Visiting The Getty Villa in Malibu, California.

Main Courtyard of the Villa
Main Courtyard of the Villa
Neptune,  Black Marble
Neptune, Black Marble
Boy in the Garden, Black Marble
Boy in the Garden, Black Marble
Garden Seat
Garden Seat
Entrance
Entrance
Mosaic
Mosaic
Hallway
Hallway
Inner gardens
Inner gardens
Marble
Marble
Original Ranch House
Original Ranch House
UCLA/Getty Masters Program
UCLA/Getty Masters Program
Outdoor Greek Theater and Cafe
Outdoor Greek Theater and Cafe

The History of The J Paul Getty Villa.

In AD 79 Mount Vesuvius erupted and covered parts of Ancient Rome, including the cities of Herculaneum and Pompeii, with mud and ash killing most of the population in both cities.

Herculaneum was buried under 60 feet of debris, perfectly preserved, for 1600 years. Workers digging a well accidentally uncovered part of Herculaneum in 1709. Excavation then began. However, it is still incomplete.

One of the many buildings excavated in Herculaneum was the Villa of the Papyri, one of the more luxurious villas found in Herculaneum. The Villa is reported to be that of Julius Caesar’s father-in-law, Lucius Calpurnius Piso Caesonius.

Piso was a literate man. He built a valuable library in his Villa. Carbonized papyrus scrolls were excavated intact. The Villa got its name from that discovery. The Villa also contained perfectly preserved sculptures and artwork.

The Villa was surrounded by vegetable gardens and vineyards that led to a small harbor at the sea. Three hundred skeletal remains were excavated on the beach facing the sea. Found in boat houses, huddled together, frozen in time. Spending eternity waiting to be rescued.

By 1954 oil tycoon J Paul Getty was running out of room to house his large and growing collection of artwork at his ranch house in Pacific Palisades, Ca. Getty made the decision to build a gallery adjacent to his ranch.

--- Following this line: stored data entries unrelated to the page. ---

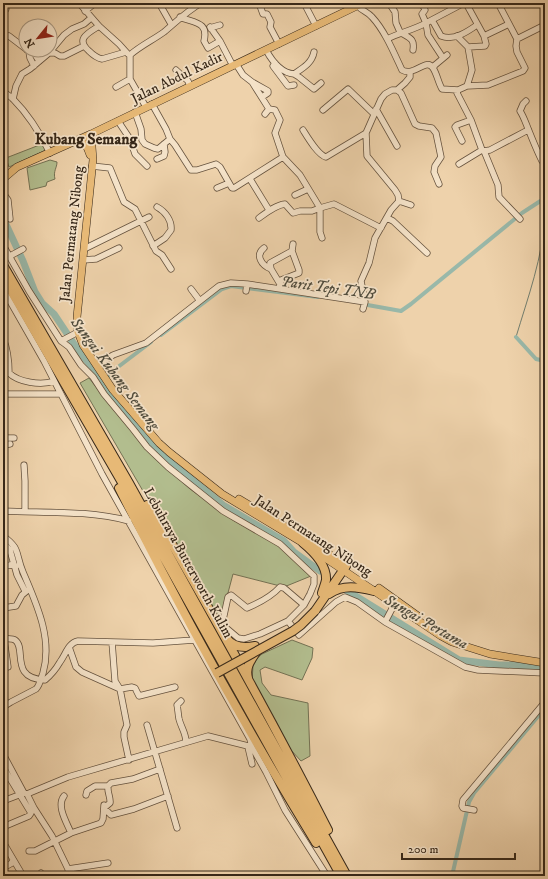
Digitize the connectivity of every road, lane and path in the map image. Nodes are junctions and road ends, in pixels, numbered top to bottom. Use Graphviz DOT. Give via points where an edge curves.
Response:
graph roads {
  1 [pos="16,3"];
  2 [pos="79,3"];
  3 [pos="95,3"];
  4 [pos="159,3"];
  5 [pos="201,3"];
  6 [pos="259,3"];
  7 [pos="304,3"];
  8 [pos="389,3"];
  9 [pos="422,3"];
  10 [pos="498,3"];
  11 [pos="5,4"];
  12 [pos="360,4"];
  13 [pos="194,5"];
  14 [pos="85,11"];
  15 [pos="3,14"];
  16 [pos="91,18"];
  17 [pos="180,18"];
  18 [pos="432,20"];
  19 [pos="426,23"];
  20 [pos="171,24"];
  21 [pos="220,24"];
  22 [pos="509,24"];
  23 [pos="477,25"];
  24 [pos="545,25"];
  25 [pos="99,26"];
  26 [pos="316,26"];
  27 [pos="400,32"];
  28 [pos="9,36"];
  29 [pos="457,36"];
  30 [pos="484,36"];
  31 [pos="387,39"];
  32 [pos="517,39"];
  33 [pos="220,41"];
  34 [pos="58,42"];
  35 [pos="18,43"];
  36 [pos="279,44"];
  37 [pos="84,46"];
  38 [pos="468,47"];
  39 [pos="266,50"];
  40 [pos="413,50"];
  41 [pos="314,52"];
  42 [pos="128,54"];
  43 [pos="58,55"];
  44 [pos="30,58"];
  45 [pos="37,58"];
  46 [pos="43,58"];
  47 [pos="39,61"];
  48 [pos="275,63"];
  49 [pos="234,65"];
  50 [pos="34,66"];
  51 [pos="433,68"];
  52 [pos="176,70"];
  53 [pos="410,72"];
  54 [pos="294,74"];
  55 [pos="130,79"];
  56 [pos="321,83"];
  57 [pos="294,85"];
  58 [pos="190,86"];
  59 [pos="467,86"];
  60 [pos="116,87"];
  61 [pos="397,90"];
  62 [pos="458,90"];
  63 [pos="3,91"];
  64 [pos="13,99"];
  65 [pos="526,101"];
  66 [pos="149,106"];
  67 [pos="323,110"];
  68 [pos="375,111"];
  69 [pos="135,112"];
  70 [pos="471,120"];
  71 [pos="118,121"];
  72 [pos="303,130"];
  73 [pos="528,130"];
  74 [pos="366,133"];
  75 [pos="91,134"];
  76 [pos="170,139"];
  77 [pos="142,140"];
  78 [pos="76,141"];
  79 [pos="462,141"];
  80 [pos="132,144"];
  81 [pos="164,144"];
  82 [pos="397,146"];
  83 [pos="483,151"];
  84 [pos="50,153"];
  85 [pos="283,157"];
  86 [pos="157,159"];
  87 [pos="542,160"];
  88 [pos="93,163"];
  89 [pos="459,164"];
  90 [pos="147,166"];
  91 [pos="3,179"];
  92 [pos="250,180"];
  93 [pos="439,184"];
  94 [pos="230,185"];
  95 [pos="218,188"];
  96 [pos="308,189"];
  97 [pos="3,193"];
  98 [pos="295,195"];
  99 [pos="399,201"];
  100 [pos="411,205"];
  101 [pos="157,207"];
  102 [pos="320,208"];
  103 [pos="269,210"];
  104 [pos="149,217"];
  105 [pos="260,218"];
  106 [pos="387,218"];
  107 [pos="10,219"];
  108 [pos="519,219"];
  109 [pos="141,222"];
  110 [pos="381,228"];
  111 [pos="322,238"];
  112 [pos="293,244"];
  113 [pos="3,245"];
  114 [pos="153,246"];
  115 [pos="118,248"];
  116 [pos="264,248"];
  117 [pos="22,249"];
  118 [pos="84,250"];
  119 [pos="292,251"];
  120 [pos="426,253"];
  121 [pos="12,255"];
  122 [pos="83,260"];
  123 [pos="3,265"];
  124 [pos="171,269"];
  125 [pos="271,269"];
  126 [pos="3,277"];
  127 [pos="279,286"];
  128 [pos="191,289"];
  129 [pos="4,292"];
  130 [pos="200,301"];
  131 [pos="75,333"];
  132 [pos="3,338"];
  133 [pos="62,340"];
  134 [pos="97,366"];
  135 [pos="54,381"];
  136 [pos="3,394"];
  137 [pos="60,394"];
  138 [pos="84,411"];
  139 [pos="3,438"];
  140 [pos="14,438"];
  141 [pos="10,444"];
  142 [pos="3,445"];
  143 [pos="108,453"];
  144 [pos="24,465"];
  145 [pos="185,465"];
  146 [pos="121,508"];
  147 [pos="3,511"];
  148 [pos="25,511"];
  149 [pos="118,518"];
  150 [pos="129,521"];
  151 [pos="3,536"];
  152 [pos="3,543"];
  153 [pos="303,543"];
  154 [pos="18,566"];
  155 [pos="3,567"];
  156 [pos="343,567"];
  157 [pos="28,590"];
  158 [pos="374,591"];
  159 [pos="324,594"];
  160 [pos="393,607"];
  161 [pos="3,608"];
  162 [pos="310,608"];
  163 [pos="386,620"];
  164 [pos="288,621"];
  165 [pos="219,629"];
  166 [pos="3,639"];
  167 [pos="194,640"];
  168 [pos="112,642"];
  169 [pos="69,647"];
  170 [pos="257,648"];
  171 [pos="471,649"];
  172 [pos="236,659"];
  173 [pos="545,663"];
  174 [pos="8,667"];
  175 [pos="216,671"];
  176 [pos="545,673"];
  177 [pos="38,679"];
  178 [pos="249,682"];
  179 [pos="175,687"];
  180 [pos="120,689"];
  181 [pos="181,701"];
  182 [pos="545,702"];
  183 [pos="3,707"];
  184 [pos="147,725"];
  185 [pos="186,742"];
  186 [pos="250,747"];
  187 [pos="154,751"];
  188 [pos="3,754"];
  189 [pos="129,760"];
  190 [pos="252,764"];
  191 [pos="3,767"];
  192 [pos="160,768"];
  193 [pos="108,786"];
  194 [pos="24,794"];
  195 [pos="86,794"];
  196 [pos="64,796"];
  197 [pos="168,796"];
  198 [pos="3,801"];
  199 [pos="104,807"];
  200 [pos="469,809"];
  201 [pos="3,827"];
  202 [pos="177,828"];
  203 [pos="72,834"];
  204 [pos="3,842"];
  205 [pos="55,842"];
  206 [pos="29,851"];
  207 [pos="12,860"];
  208 [pos="108,863"];
  209 [pos="3,868"];
  210 [pos="68,868"];
  211 [pos="23,876"];
  212 [pos="69,876"];
  213 [pos="327,876"];
  214 [pos="337,876"];
  215 [pos="341,876"];
  216 [pos="349,876"];
  1 -- 11 [label="street"];
  2 -- 14 [label="street"];
  3 -- 14 [label="street"];
  4 -- 20 [label="street"];
  5 -- 13 [label="street"];
  6 -- 36 [label="street" via="263,14 267,14 271,22 270,27"];
  7 -- 26 [label="street"];
  8 -- 27 [label="street" via="395,12"];
  9 -- 19 [label="street" via="425,10 422,14"];
  10 -- 22 [label="street"];
  11 -- 15 [label="street"];
  12 -- 26 [label="main road, Jalan Abdul Kadir"];
  12 -- 31 [label="street" via="361,10 373,17"];
  13 -- 17 [label="street"];
  14 -- 16 [label="street"];
  16 -- 25 [label="street"];
  16 -- 34 [label="street" via="72,29"];
  17 -- 20 [label="street"];
  17 -- 33 [label="street" via="204,27 204,41 208,48"];
  18 -- 19 [label="street"];
  18 -- 23 [label="street" via="464,4 467,5"];
  18 -- 29 [label="street" via="441,36"];
  19 -- 27 [label="street" via="413,30"];
  19 -- 51 [label="street" via="428,35 445,57"];
  20 -- 42 [label="street" via="162,33"];
  21 -- 33 [label="street" via="211,28"];
  22 -- 30 [label="street"];
  22 -- 32 [label="street"];
  23 -- 29 [label="street" via="465,34"];
  23 -- 30 [label="street"];
  24 -- 32 [label="street"];
  25 -- 37 [label="street" via="83,38"];
  25 -- 42 [label="street"];
  26 -- 36 [label="main road, Jalan Abdul Kadir"];
  27 -- 31 [label="street"];
  27 -- 40 [label="street" via="413,41"];
  28 -- 35 [label="street"];
  29 -- 38 [label="street"];
  30 -- 38 [label="street" via="485,46"];
  31 -- 53 [label="street" via="402,70"];
  32 -- 59 [label="street" via="516,46 525,68 522,71 488,85"];
  33 -- 49 [label="street"];
  36 -- 39 [label="main road, Jalan Abdul Kadir"];
  37 -- 42 [label="street" via="102,59"];
  37 -- 43 [label="street" via="64,56"];
  38 -- 59 [label="street" via="472,70"];
  39 -- 48 [label="street"];
  39 -- 49 [label="main road, Jalan Abdul Kadir"];
  41 -- 54 [label="street" via="309,64"];
  42 -- 55 [label="street"];
  44 -- 50 [label="street"];
  45 -- 47 [label="street"];
  46 -- 47 [label="street"];
  47 -- 50 [label="street"];
  48 -- 54 [label="street" via="288,74"];
  48 -- 57 [label="street" via="273,66 288,86"];
  49 -- 58 [label="main road, Jalan Abdul Kadir"];
  49 -- 85 [label="street" via="252,82 268,91 262,97 267,111 275,110 280,120 276,133"];
  50 -- 64 [label="street" via="22,74"];
  51 -- 53 [label="street" via="426,64"];
  51 -- 62 [label="street" via="442,89"];
  52 -- 58 [label="street"];
  53 -- 61 [label="street" via="408,80"];
  54 -- 56 [label="street" via="314,89"];
  55 -- 60 [label="street"];
  55 -- 66 [label="street"];
  58 -- 66 [label="main road, Jalan Abdul Kadir"];
  59 -- 62 [label="street"];
  61 -- 68 [label="street" via="386,94"];
  61 -- 93 [label="street" via="401,93 415,124 430,127 436,133 442,157 434,172"];
  62 -- 70 [label="street"];
  63 -- 64 [label="street"];
  64 -- 84 [label="street" via="42,136"];
  65 -- 73 [label="street" via="520,111 526,120"];
  66 -- 69 [label="main road, Jalan Abdul Kadir"];
  66 -- 76 [label="street"];
  67 -- 68 [label="street" via="348,89"];
  68 -- 74 [label="street"];
  68 -- 82 [label="street"];
  69 -- 71 [label="main road, Jalan Abdul Kadir"];
  69 -- 77 [label="street"];
  70 -- 79 [label="street" via="455,127"];
  70 -- 83 [label="street"];
  71 -- 75 [label="main road, Jalan Abdul Kadir"];
  71 -- 80 [label="street"];
  72 -- 74 [label="street" via="326,157"];
  73 -- 83 [label="street" via="490,150"];
  73 -- 87 [label="street"];
  74 -- 99 [label="street" via="367,156 395,190"];
  75 -- 78 [label="main road, Jalan Abdul Kadir"];
  75 -- 88 [label="main road, Jalan Permatang Nibong"];
  76 -- 81 [label="street"];
  76 -- 94 [label="street" via="191,170 216,164"];
  77 -- 80 [label="street"];
  77 -- 81 [label="street" via="145,144 158,149"];
  78 -- 84 [label="main road, Jalan Abdul Kadir"];
  78 -- 88 [label="main road" via="87,146"];
  80 -- 90 [label="street" via="135,154"];
  81 -- 86 [label="street" via="164,156"];
  83 -- 89 [label="street"];
  83 -- 108 [label="street" via="498,185 499,198"];
  84 -- 91 [label="main road, Jalan Abdul Kadir" via="17,168"];
  85 -- 92 [label="street"];
  85 -- 96 [label="street" via="300,175"];
  88 -- 109 [label="street" via="110,168 124,202 134,208"];
  88 -- 118 [label="main road, Jalan Permatang Nibong"];
  92 -- 94 [label="street" via="234,188"];
  92 -- 103 [label="street"];
  94 -- 95 [label="street"];
  96 -- 98 [label="street"];
  96 -- 102 [label="street"];
  97 -- 107 [label="street" via="8,200"];
  99 -- 100 [label="street"];
  99 -- 106 [label="street"];
  101 -- 114 [label="street" via="165,213 172,225 164,238"];
  102 -- 103 [label="street" via="294,213 282,204"];
  102 -- 110 [label="street" via="334,204"];
  102 -- 111 [label="street"];
  103 -- 105 [label="street"];
  104 -- 109 [label="street"];
  106 -- 110 [label="street"];
  106 -- 120 [label="street"];
  109 -- 114 [label="street"];
  109 -- 118 [label="street"];
  110 -- 127 [label="street" via="375,238 369,263 361,281 364,306"];
  112 -- 119 [label="street"];
  113 -- 121 [label="street"];
  114 -- 124 [label="street"];
  115 -- 122 [label="street" via="96,259"];
  116 -- 125 [label="street" via="259,255 264,264"];
  117 -- 121 [label="street"];
  118 -- 122 [label="main road, Jalan Permatang Nibong"];
  119 -- 125 [label="street" via="270,263"];
  119 -- 127 [label="street" via="299,273 281,280"];
  121 -- 133 [label="street" via="29,291"];
  122 -- 131 [label="main road, Jalan Permatang Nibong"];
  123 -- 138 [label="highway, Lebuhraya Butterworth Kulim"];
  125 -- 127 [label="street"];
  126 -- 138 [label="highway, Lebuhraya Butterworth Kulim"];
  127 -- 130 [label="street" via="246,287 231,283 219,286"];
  128 -- 130 [label="street"];
  129 -- 135 [label="street"];
  130 -- 134 [label="street" via="146,343 113,355"];
  131 -- 133 [label="street"];
  131 -- 134 [label="main road, Jalan Permatang Nibong"];
  132 -- 135 [label="street" via="10,360 9,372 13,376 40,384"];
  133 -- 162 [label="street" via="156,456 223,511 280,544 314,576"];
  134 -- 145 [label="main road, Jalan Permatang Nibong" via="113,390 158,442"];
  135 -- 137 [label="street"];
  136 -- 137 [label="street"];
  137 -- 146 [label="street"];
  138 -- 143 [label="highway, Lebuhraya Butterworth Kulim"];
  139 -- 140 [label="street"];
  141 -- 142 [label="street"];
  143 -- 165 [label="highway" via="132,481 176,550"];
  143 -- 175 [label="highway" via="119,488"];
  143 -- 215 [label="highway, Lebuhraya Butterworth Kulim"];
  143 -- 216 [label="highway, Lebuhraya Butterworth Kulim"];
  144 -- 148 [label="street"];
  145 -- 153 [label="main road, Jalan Permatang Nibong" via="222,494"];
  145 -- 156 [label="main road, Jalan Permatang Nibong" via="311,542"];
  146 -- 149 [label="street"];
  146 -- 150 [label="street"];
  147 -- 148 [label="street"];
  148 -- 149 [label="street"];
  149 -- 150 [label="street"];
  150 -- 167 [label="street"];
  151 -- 154 [label="street" via="17,549"];
  152 -- 154 [label="street" via="10,550"];
  153 -- 156 [label="main road, Jalan Permatang Nibong"];
  153 -- 159 [label="highway" via="312,550 324,569"];
  154 -- 155 [label="street"];
  154 -- 157 [label="street" via="17,575"];
  156 -- 158 [label="main road, Jalan Permatang Nibong"];
  156 -- 159 [label="highway"];
  156 -- 171 [label="main road, Jalan Permatang Nibong"];
  157 -- 161 [label="street" via="16,606"];
  157 -- 177 [label="street" via="42,620 45,663"];
  158 -- 159 [label="highway" via="344,587"];
  158 -- 160 [label="main road, Jalan Permatang Nibong"];
  159 -- 162 [label="highway"];
  160 -- 163 [label="street"];
  160 -- 171 [label="main road, Jalan Permatang Nibong" via="440,636"];
  162 -- 164 [label="street"];
  162 -- 164 [label="street" via="280,587 275,593 247,608 231,595 228,597 225,627 238,638 244,639 260,634"];
  162 -- 170 [label="highway, bridge" via="301,625"];
  163 -- 164 [label="street" via="345,597 299,635"];
  163 -- 176 [label="street" via="465,666 478,670"];
  165 -- 170 [label="highway" via="230,643 238,647"];
  165 -- 172 [label="highway"];
  166 -- 174 [label="street"];
  166 -- 177 [label="street" via="12,638 18,642 23,671"];
  167 -- 168 [label="street"];
  167 -- 186 [label="street" via="250,739"];
  168 -- 169 [label="street" via="78,641"];
  168 -- 180 [label="street" via="115,681"];
  169 -- 177 [label="street" via="51,674 45,680"];
  169 -- 180 [label="street" via="76,667"];
  170 -- 172 [label="highway, bridge"];
  170 -- 178 [label="highway" via="248,665"];
  171 -- 173 [label="main road, Jalan Permatang Nibong"];
  172 -- 175 [label="highway, bridge"];
  172 -- 178 [label="highway"];
  175 -- 214 [label="highway" via="278,781"];
  177 -- 183 [label="street" via="36,690"];
  178 -- 216 [label="highway" via="297,770"];
  179 -- 180 [label="street" via="139,696 135,688"];
  180 -- 189 [label="street" via="127,725 124,737"];
  181 -- 185 [label="street" via="177,705"];
  182 -- 200 [label="street" via="463,800 462,806"];
  184 -- 187 [label="street"];
  185 -- 186 [label="street" via="208,736"];
  185 -- 187 [label="street"];
  186 -- 190 [label="street"];
  186 -- 213 [label="street" via="285,810"];
  187 -- 189 [label="street"];
  187 -- 192 [label="street"];
  188 -- 194 [label="street"];
  189 -- 194 [label="street" via="68,777"];
  191 -- 194 [label="street"];
  192 -- 193 [label="street"];
  192 -- 197 [label="street"];
  193 -- 195 [label="street" via="95,786"];
  193 -- 199 [label="street" via="110,804"];
  194 -- 198 [label="street"];
  194 -- 201 [label="street" via="31,813"];
  194 -- 205 [label="street"];
  196 -- 203 [label="street" via="61,806"];
  197 -- 199 [label="street" via="111,815"];
  197 -- 202 [label="street"];
  199 -- 203 [label="street" via="101,823"];
  203 -- 205 [label="street"];
  204 -- 207 [label="street"];
  205 -- 206 [label="street" via="36,851"];
  205 -- 210 [label="street"];
  207 -- 209 [label="street" via="12,863"];
  207 -- 211 [label="street"];
  208 -- 210 [label="street"];
  210 -- 212 [label="street"];
}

Getty’s growing collection of artwork soon filled the gallery. He began buiilding a second museum down the hill from his original ranch home overlooking the Pacific Ocean. Inspired by the Villa of the Papyri, Getty incorporated some of it's elements into his new museum.

Getty successfully recreated an ancient Roman country house. In 1974 Getty opened his second museum, The Getty Villa, to the public. The Villa offers visitors a sample of life in the first century AD.

J Paul Getty died in 1976 and never saw his Villa. The museum inherited $661 million dollars and a bigger museum was planned and built in Brentwood; Ca. Part of Gettys large art collection was moved to the new location.

The Getty Center in Los Angeles houses a collection of artwork from the Middle Ages to the present.

The Getty Villa in Malibu houses a collection of Greek, Roman, and Etruscan artwork dating from 6,500 BC to 400 AD.

Statutes of Heracles, Zeus, and a jewelry and coin collection are a few of the antiquities on display at the Villa. The inhabitants of Herculaneum worshipped Roman Gods, especially Hercules, who they believed was the founder of Herculaneum.

There is a lot of controversy over art objects in the Getty collection. Italian and Greek governments claim the objects were looted and want them returned. The Getty Museum has agreed to return some of the requested items.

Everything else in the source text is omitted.